Following a series of substantial and dynamic contributions to the overall mission of the U.S. Army Medical Research and Development Command, Dr. Ana-Claire Meyer received induction into the Senior Level (SL) leadership ranks on August 13 during a ceremony at the Fort Detrick Auditorium.
“This is just one more groundbreaking event as I see it,” said Brig. Gen. Anthony McQueen, Commanding General of USAMRDC and Fort Detrick, during remarks to the assembled crowd, which included Meyer’s husband and two children. “[It’s] a special day as we add to our history here at USAMRDC.”
The ceremony comes on the heels of Meyer’s promotion to the role of USAMRDC Senior Research and Technology Advisor on June 6. The brand-new role – the first of its kind in the history of the command – is representative of a larger effort to ensure all USAMRDC efforts both align with and meet the highest priority needs of the Army and the Department of Defense.
“I’m grateful for the opportunity and eager to work to synthesize all the expertise across the Command and build upon the great work being performed by the Principal Assistant for Acquisition and the Principal Assistant for Research and Technology,” said Meyer, speaking during a phone interview prior to her induction ceremony. In her previous role, Meyer served as Senior Clinical Advisor to the Principal Assistant for Acquisition.
In short, and according to Meyer, the new position will focus on three key areas. First, as a physician scientist, Meyer will serve as an important addition to the Command’s senior scientific and technical leadership staff – acting as an advisor to McQueen. Secondly, she will work with various USAMRDC laboratories, as well as science and technology and project management teams within the command to identify key strategic areas slated for improvement; this being integral to USAMRDC’s ability to fill critical gaps and meet Army and Joint Strategic priorities.
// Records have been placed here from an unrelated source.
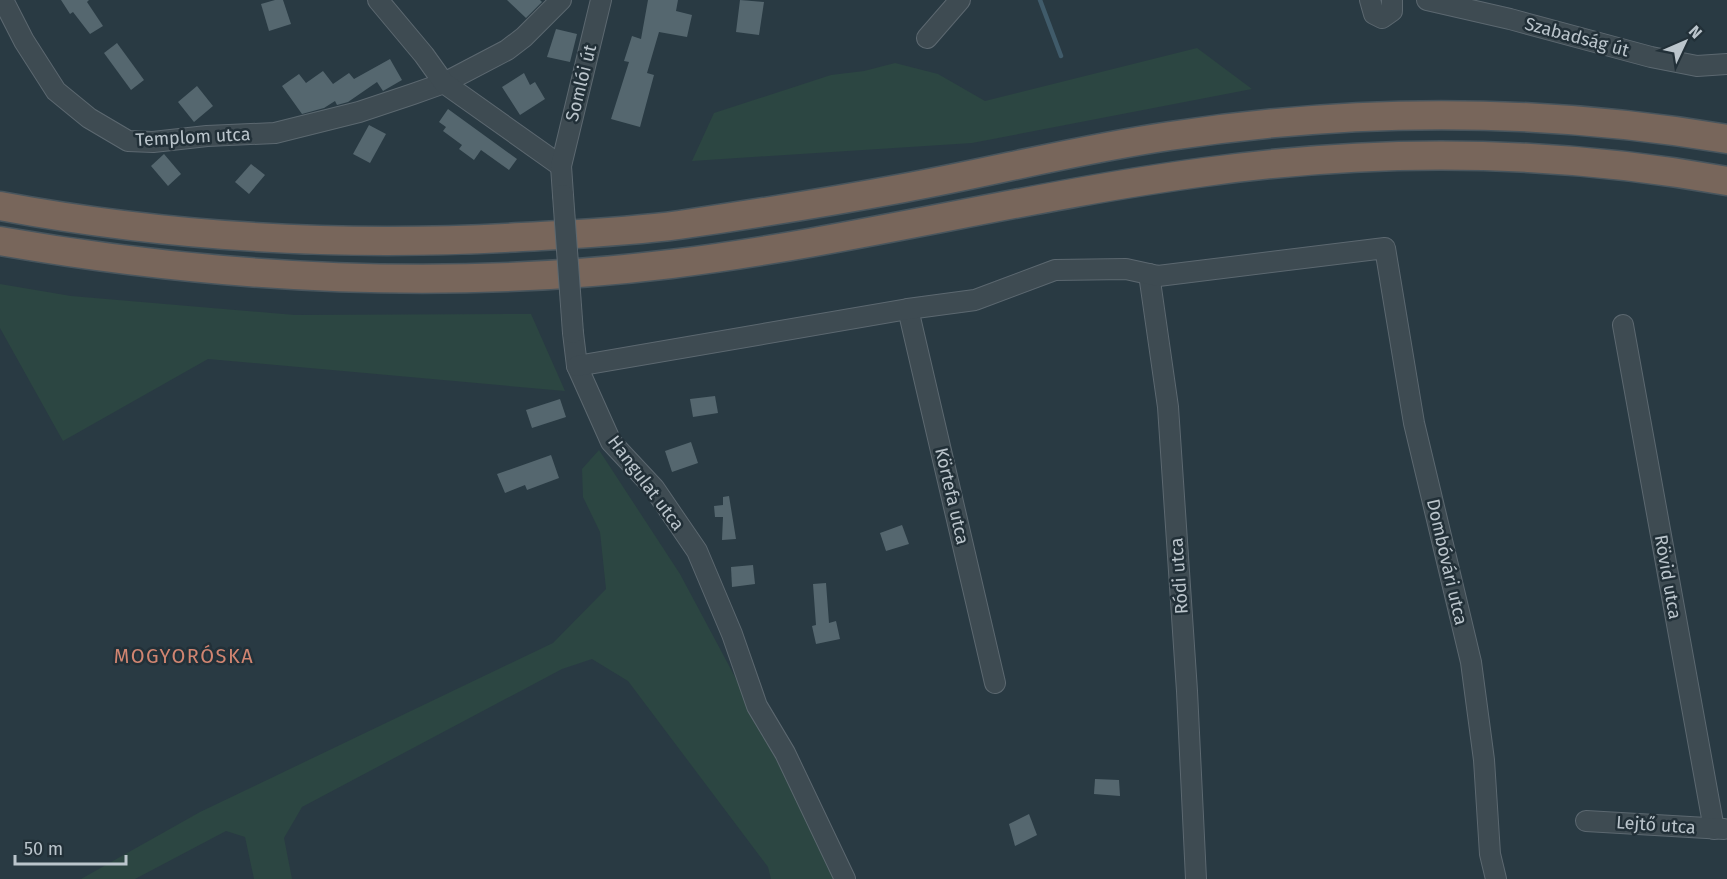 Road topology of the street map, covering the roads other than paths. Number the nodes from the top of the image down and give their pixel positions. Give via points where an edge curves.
1 (3, 0) edge
2 (378, 0) edge
3 (601, 0) edge
4 (960, 0) edge
5 (1370, 0) edge
6 (1392, 0) edge
7 (1427, 0) edge
8 (554, 7) edge
9 (927, 38) dead end
10 (1727, 64) edge
11 (444, 84) junction
12 (1727, 139) edge
13 (561, 166) junction
14 (1727, 181) edge
15 (0, 206) edge
16 (0, 241) edge
17 (1149, 274) junction
18 (908, 309) junction
19 (1623, 325) dead end
20 (577, 366) junction
21 (995, 683) dead end
22 (1586, 821) dead end
23 (1720, 829) edge
24 (845, 879) edge
25 (1196, 879) edge
26 (1496, 879) edge

1 - 11 street, Templom utca via 56,92 128,141 275,133 359,112
2 - 11 street
3 - 13 street, Somlói út
4 - 9 street
5 - 6 street via 1374,14 1382,18 1392,11
7 - 10 street, Szabadság út via 1651,57 1697,66
8 - 11 street, Templom utca via 507,50
11 - 13 street
12 - 15 highway via 1511,116 1363,116 1170,136 902,188 675,226 448,241 360,242 251,236 58,216
13 - 20 street, Hangulat utca, bridge
14 - 16 highway via 1647,168 1524,157 1309,160 1106,188 779,249 561,274 366,277 242,272 75,254
17 - 18 street via 1126,269 1055,270 975,300
17 - 25 street, Ródi utca via 1168,407
17 - 26 street, Dombóvári utca via 1385,248 1414,423 1471,662 1484,760 1490,854
18 - 20 street
18 - 21 street, Körtefa utca
19 - 23 street, Rövid utca
20 - 24 street, Hangulat utca via 611,442 654,488 697,551 757,706 785,753
22 - 23 street, Lejtő utca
Lastly, Meyer will work closely with partners in the Command’s PAA and PART Offices to develop new partnerships across the Army, interagency, academia and private industry communities to meet those same modernization priorities.
“I take my inspiration from the Army modernization approach, and will be looking across different domains in our command to see how we fight, what we fight with and who we are,” said Meyer, who transitioned to USAMRDC in 2017 following a decorated career in academia. “To enable us to meet our future challenges, it is critical to better understand what we need to retain and what we need to change with regard our processes, priorities, and capabilities, as well as recruitment and retention of personnel.”
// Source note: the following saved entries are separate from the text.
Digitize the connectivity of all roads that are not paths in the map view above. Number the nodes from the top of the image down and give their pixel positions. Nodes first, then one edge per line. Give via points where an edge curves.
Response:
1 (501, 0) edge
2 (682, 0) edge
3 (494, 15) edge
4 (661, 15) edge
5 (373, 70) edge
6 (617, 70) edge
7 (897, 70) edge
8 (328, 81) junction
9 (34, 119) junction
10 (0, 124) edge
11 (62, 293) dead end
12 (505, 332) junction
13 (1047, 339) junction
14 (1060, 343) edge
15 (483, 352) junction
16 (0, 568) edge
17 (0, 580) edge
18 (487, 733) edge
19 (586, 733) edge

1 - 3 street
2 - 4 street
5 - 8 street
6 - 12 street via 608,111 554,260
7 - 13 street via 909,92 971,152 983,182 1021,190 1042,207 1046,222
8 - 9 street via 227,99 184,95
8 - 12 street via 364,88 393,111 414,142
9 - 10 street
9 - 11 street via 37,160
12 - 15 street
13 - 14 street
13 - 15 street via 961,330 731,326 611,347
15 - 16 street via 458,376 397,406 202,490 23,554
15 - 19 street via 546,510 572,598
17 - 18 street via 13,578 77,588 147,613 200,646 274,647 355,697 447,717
Currently, and as one of her top orders of business upon taking the role, Meyer plans intensive engagement with internal and external stakeholders to identify key challenges in fulfilling USAMRDC’s contribution to building a force ready to confront challenges related to multi-domain operations on the future battlefield.
“The new position is really [about] having someone dedicated to identifying key strategic initiatives in collaboration with the PAA and the PART, bringing our labs together with our leaders in S&T, program management and key external partners and stakeholders to make sure we’re all rowing in the same direction,” said Meyer. “This will be critical to enable USAMRDC to address the highest priority medical and human performance needs to achieve an MDO-ready force in 2035.”